Savci tackles this encounter at both the sensual and symbolic level. If you read the figures closely in BBBBB, you see a psychedelic retelling of the classical dichotomy of the sexes in their approach to one another. The man cups the woman’s breast but turns his face away from her, taking pleasure without offering connection. The inflatable toys woven into the space serve metaphorical roles. The way he strokes the pink ear of the rabbit balloon, and its placement, seem to stand in pretty clearly for masturbation. The woman, contrarily, holds a red heart balloon labeled “I love you” in one hand and sticks two fingers “into” (behind) it with her other hand. As in the case of the man, she plays out a classical drama: the woman who sees a sexual encounter as equivalent to love, but is in fact fantasizing alone. The acid green curve of the swimming tube separates these two semi-anonymous figures, using physical separation as a counterpart for emotional separation.
This is an awful lot of highly specific emotional symbolism for an allegedly undifferentiated model of space. But I think it is undeniable that the space contains those essential non-hierarchical features we have been discussing. Savci’s use of it, suspended halfway between ordinary narrative painting and the dissociative frenzy of her non-hierarchical forebears, indicates that the idiom contains room for many types of vision (or that the model I’ve been describing is wrong).
I have always found Savci’s work deliciously naughty and extraordinarily difficult to process. She has an intense sense of color and pattern, which she fragments and strews liberally around her paintings. It is only in writing about her work now that I am beginning to appreciate its not-at-all concealed symbolic dimension.
Consider what a splendid metaphor of separation she has again constructed here. Ostensibly connected, each figure is enabled to withdraw into his or her own gendered space by the bizarrely hermaphroditic potential of the central object, the inflatable unicorn. It has a stalk and a hole. The woman looks at the hole and climbs into it. The man looks at the stalk and embraces it. It could have gone the other way, the man could have climbed into the hole and the woman could have embraced the stalk. But it didn’t.
Savci uses non-hierarchical space to evoke the sensations of sexuality and to hide a psychological narrative in plain sight. She is not as divorced in her sense of composition from the hierarchy of space as our other artists are, which lends her work a unique hybrid quality. Where our other artists have seen a dismaying materiality in non-hierarchical space, Savci sees the same quality as erotic. Where the other artists have used it, to one extent or another, to escape linear narrative, Savci has demonstrated its ability to contain linear narrative.
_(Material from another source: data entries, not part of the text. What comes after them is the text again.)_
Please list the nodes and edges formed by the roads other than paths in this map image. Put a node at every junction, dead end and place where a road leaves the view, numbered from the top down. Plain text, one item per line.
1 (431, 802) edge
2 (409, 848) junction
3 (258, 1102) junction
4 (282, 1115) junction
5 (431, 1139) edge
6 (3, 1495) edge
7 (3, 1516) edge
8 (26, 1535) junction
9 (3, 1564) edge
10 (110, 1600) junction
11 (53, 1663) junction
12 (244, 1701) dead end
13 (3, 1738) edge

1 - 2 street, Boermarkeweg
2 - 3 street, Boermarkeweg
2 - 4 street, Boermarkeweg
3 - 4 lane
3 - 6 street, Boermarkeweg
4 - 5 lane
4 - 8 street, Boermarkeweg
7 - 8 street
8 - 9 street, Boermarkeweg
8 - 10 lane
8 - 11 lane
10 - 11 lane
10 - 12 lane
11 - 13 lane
In this painting, Savci’s overhead view contains elements of perspectival space, but her day-glo colors act against interpretation by distance. The collapsed space collapses other distinctions: the balcony is also a crib, adults are also infants, childish toys are adult fetish objects, limbs stand in for genitalia, props invert sex so that a man’s cowboy hat becomes his vagina and a woman’s antlers act as her penis, play and orgy merge. Savci navigates non-hierarchical space toward a boiling core of being, where boundaries between categories break down and the unity of things, the monism of the neoplatonists, re-emerges, having been reached by an alternate path, not a path of soaring across space, but of tunneling through flesh.
This kind of summary synthesis tends toward facile conclusion-jumping, and if I’ve done that here, I apologize. Treat my conclusion skeptically; it is simply what I think I see after contemplating these four artists – Michelangelo, Pollock, Desiderio, and Savci – intensely for some hours. Whether the work supports any kind of philosophical conclusions, I think it is indisputable that each artist offers his or her own flavor of insight, reward, and delight, and that their work is somehow linked.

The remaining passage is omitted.